Edolphus Towns, à la tête du comité du supervision et de réforme du gouvernement de la Chambre, a pointé la responsabilité de ces fuites sur l’incapacité persistante des développeurs de logiciels P2P à mettre en oeuvre des mesures permettant d’éviter la divulgation de données sur les réseaux de partage de fichiers. Il affirme que l’interdiction de l’usage du P2P sur les ordinateurs du gouvernement et de ses prestataires est nécessaire afin d’assurer la sécurité des utilisateurs. L’idée est "excellente" pour Thomas Sydor, directeur de la Progress & Freedom Foundation[1]. "Les vraies questions concernent la méthode et les acteurs en charge d’appliquer cette interdiction" affirme-t-il.

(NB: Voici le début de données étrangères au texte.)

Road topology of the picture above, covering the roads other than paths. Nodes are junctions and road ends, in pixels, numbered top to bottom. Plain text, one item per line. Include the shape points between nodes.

Cette envie de légiférer sur l’usage du P2P sur les réseaux gouvernementaux n’est pas nouvelle et traine déjà depuis quelques années, en raison de la peur de fuites d’informations. En 2004, une directive de l’Office of Management and Budget de la Maison Blanche recommandait déjà des mesures aux agences fédérales régissant l’utilisation de logiciels P2P sur les réseaux du gouvernement et de ses prestataires. "La question est désormais de savoir s’il est temps de transformer cette directive en une loi assurant la supervision par le Congrès, ou s’il vaut mieux se contenter de la directive" déclare M Sydor. Dans les deux cas de figures, une meilleure supervision de l’utilisation des outils de partage de fichiers est nécessaire, selon lui. Il nuance cependant, en soulignant qu’un grand soin doit être pris afin d’assurer que la loi n’interdise pas de technologies utiles de partage de fichiers.

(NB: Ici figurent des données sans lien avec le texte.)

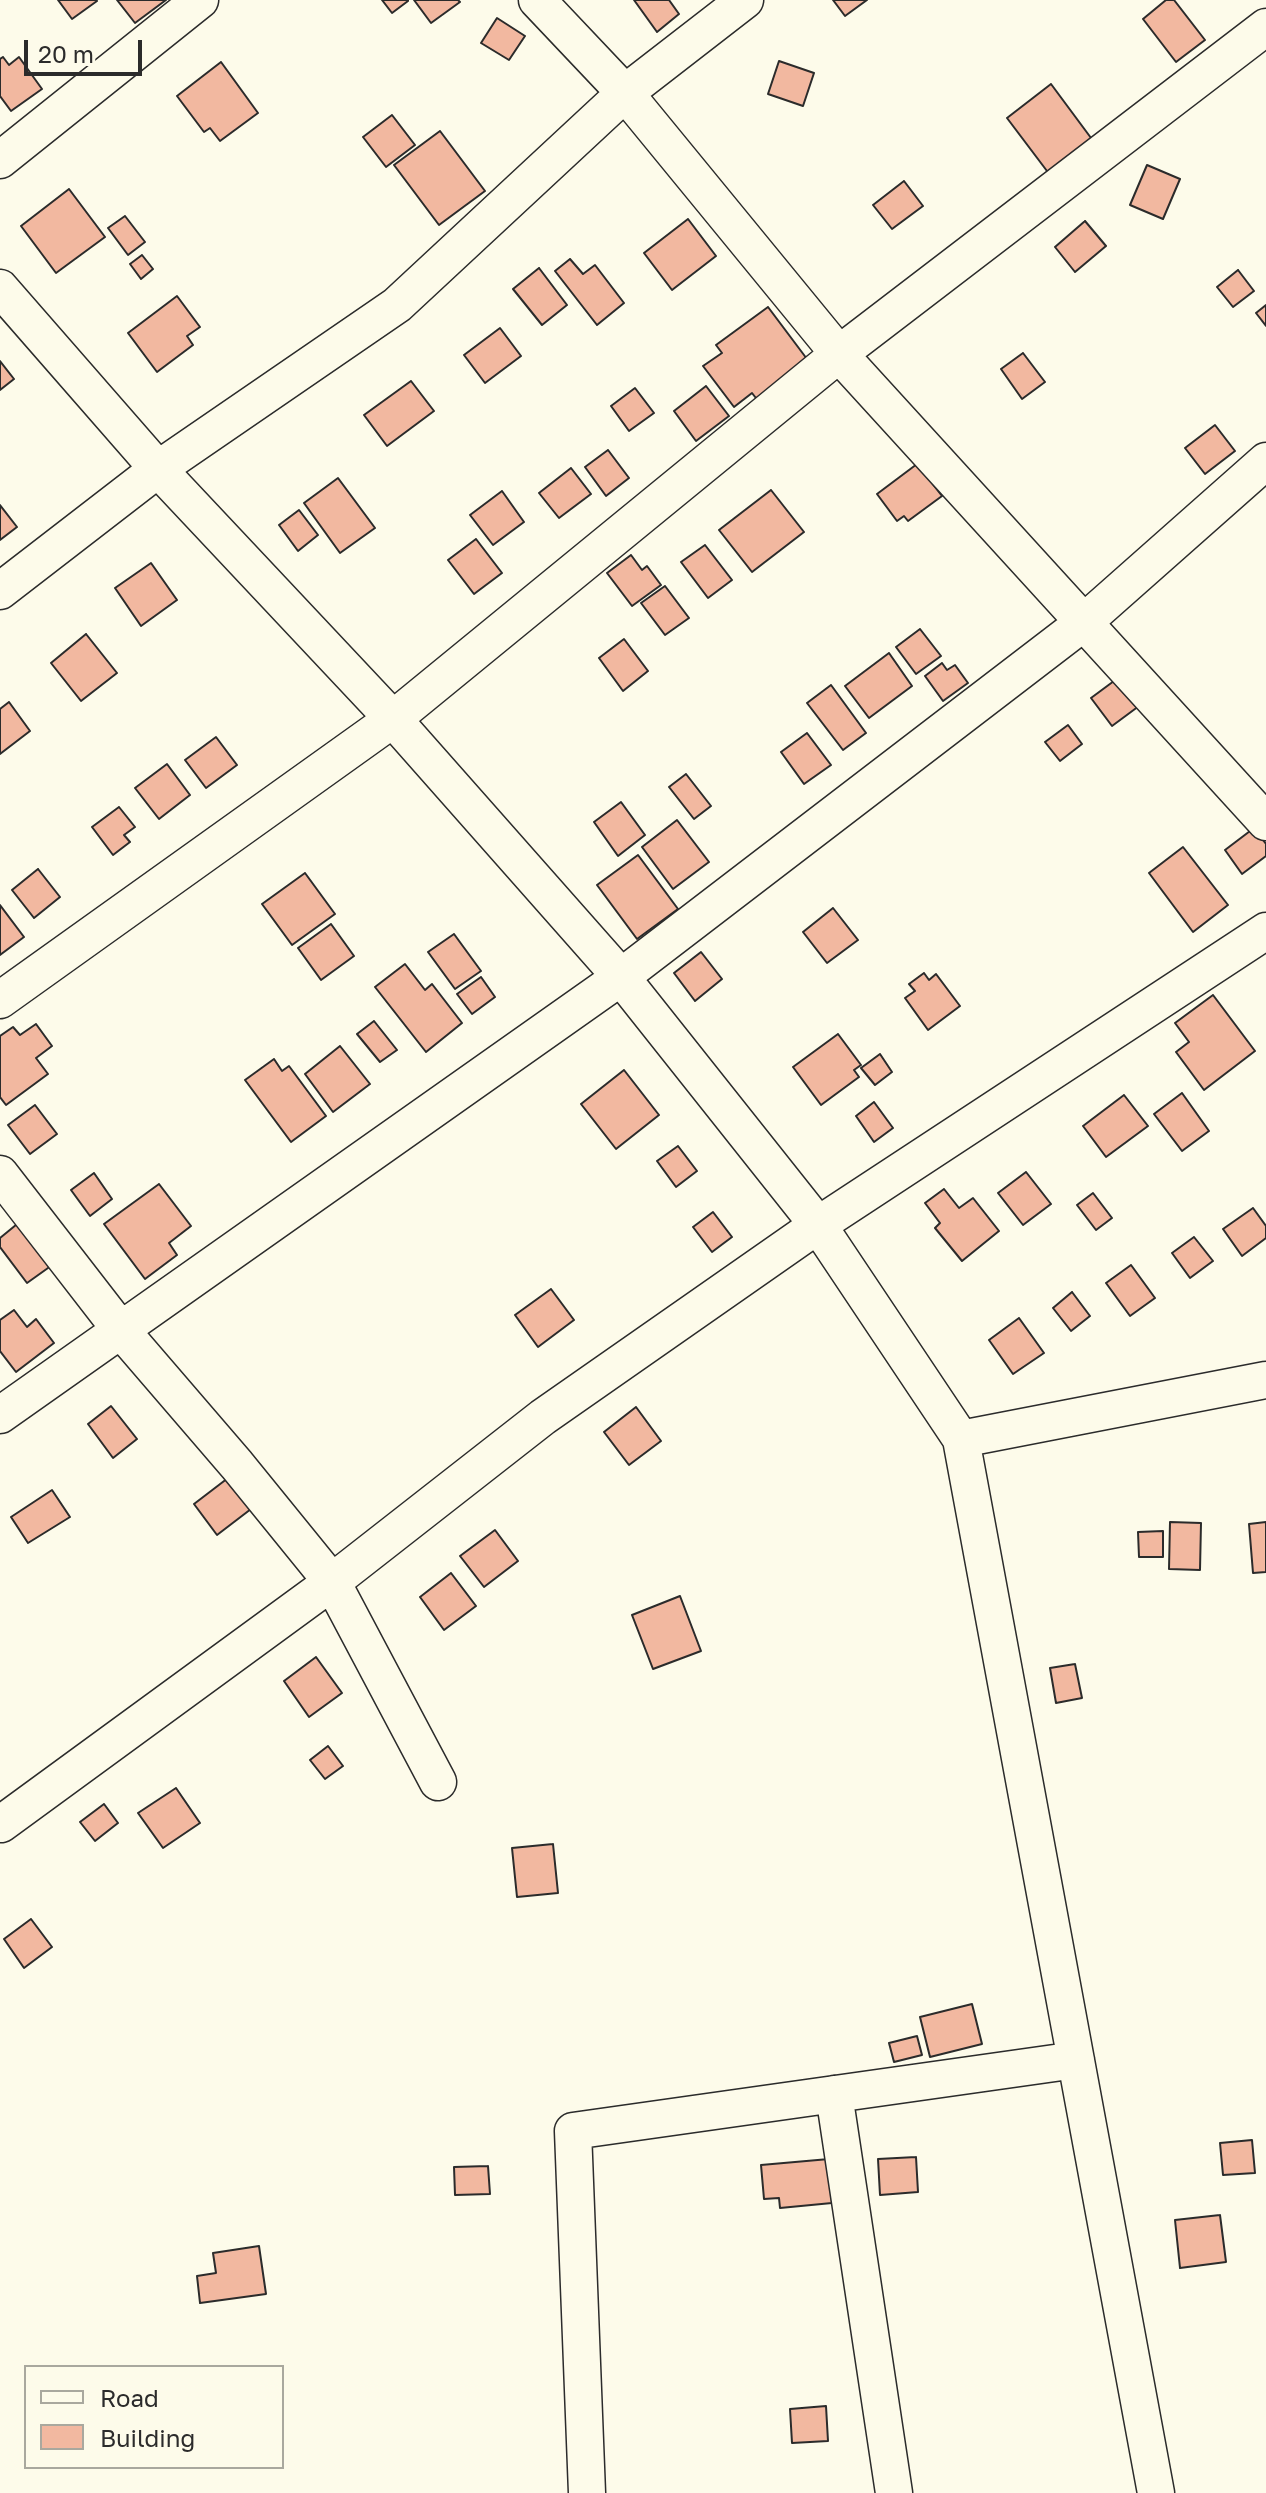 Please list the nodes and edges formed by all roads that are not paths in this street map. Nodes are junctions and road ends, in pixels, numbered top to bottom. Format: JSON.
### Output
{"nodes":[{"id":1,"x":200,"y":0,"type":"edge"},
{"id":2,"x":537,"y":0,"type":"edge"},
{"id":3,"x":745,"y":0,"type":"edge"},
{"id":4,"x":1266,"y":27,"type":"edge"},
{"id":5,"x":625,"y":93,"type":"junction"},
{"id":6,"x":0,"y":160,"type":"edge"},
{"id":7,"x":0,"y":288,"type":"edge"},
{"id":8,"x":839,"y":354,"type":"junction"},
{"id":9,"x":1266,"y":461,"type":"edge"},
{"id":10,"x":158,"y":469,"type":"junction"},
{"id":11,"x":0,"y":591,"type":"edge"},
{"id":12,"x":1083,"y":623,"type":"junction"},
{"id":13,"x":393,"y":719,"type":"junction"},
{"id":14,"x":1266,"y":822,"type":"edge"},
{"id":15,"x":1266,"y":931,"type":"edge"},
{"id":16,"x":621,"y":977,"type":"junction"},
{"id":17,"x":0,"y":1000,"type":"edge"},
{"id":18,"x":0,"y":1174,"type":"edge"},
{"id":19,"x":818,"y":1225,"type":"junction"},
{"id":20,"x":120,"y":1329,"type":"junction"},
{"id":21,"x":1266,"y":1380,"type":"edge"},
{"id":22,"x":0,"y":1415,"type":"edge"},
{"id":23,"x":961,"y":1439,"type":"junction"},
{"id":24,"x":332,"y":1582,"type":"junction"},
{"id":25,"x":438,"y":1782,"type":"dead end"},
{"id":26,"x":1,"y":1824,"type":"edge"},
{"id":27,"x":1076,"y":2060,"type":"junction"},
{"id":28,"x":834,"y":2094,"type":"junction"},
{"id":29,"x":587,"y":2493,"type":"edge"},
{"id":30,"x":894,"y":2493,"type":"edge"},
{"id":31,"x":1156,"y":2493,"type":"edge"}],
"edges":[{"from":1,"to":6,"type":"street"},
{"from":2,"to":5,"type":"street"},
{"from":3,"to":5,"type":"street"},
{"from":4,"to":8,"type":"street"},
{"from":5,"to":8,"type":"street"},
{"from":5,"to":10,"type":"street"},
{"from":7,"to":10,"type":"street"},
{"from":8,"to":12,"type":"street"},
{"from":8,"to":13,"type":"street"},
{"from":9,"to":12,"type":"street"},
{"from":10,"to":11,"type":"street"},
{"from":10,"to":13,"type":"street"},
{"from":12,"to":14,"type":"street"},
{"from":12,"to":16,"type":"street"},
{"from":13,"to":16,"type":"street"},
{"from":13,"to":17,"type":"street"},
{"from":15,"to":19,"type":"street"},
{"from":16,"to":19,"type":"street"},
{"from":16,"to":20,"type":"street"},
{"from":18,"to":20,"type":"street"},
{"from":19,"to":23,"type":"street"},
{"from":19,"to":24,"type":"street"},
{"from":20,"to":22,"type":"street"},
{"from":20,"to":24,"type":"street"},
{"from":21,"to":23,"type":"street"},
{"from":23,"to":27,"type":"street"},
{"from":24,"to":25,"type":"street"},
{"from":24,"to":26,"type":"street"},
{"from":27,"to":28,"type":"street"},
{"from":27,"to":31,"type":"street"},
{"from":28,"to":29,"type":"street"},
{"from":28,"to":30,"type":"street"}]}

D’autres réagissent plus sceptiquement face à l’initiative d’Edolphus Towns. Fred von Lohmann, avocat expérimenté de l’Electronic Frontier Foundation[2], doute qu’une interdiction de l’usage du P2P sur les réseaux gouvernementaux puisse garantir des bénéfices : "Je suis sûr qu’il y a au moins autant de fuites dûes à l’usage imprudent de logiciels de messagerie électronique et de navigation sur Internet, et cette interdiction pourrait bloquer l’usage d’outils P2P bénéfiques pour les projets gouvernementaux." Il semble par ailleurs technologiquement très compliqué de bannir les "mauvais" logiciels sans bloquer les "bons" selon lui. "Il serait par ailleurs malheureux que dans 10 ans, le gouvernement des Etats-Unis soit incapable de profiter de nouveaux logiciels plus efficaces et moins couteux à cause d’une loi rétrograde votée aujourd’hui" conclue-t-il.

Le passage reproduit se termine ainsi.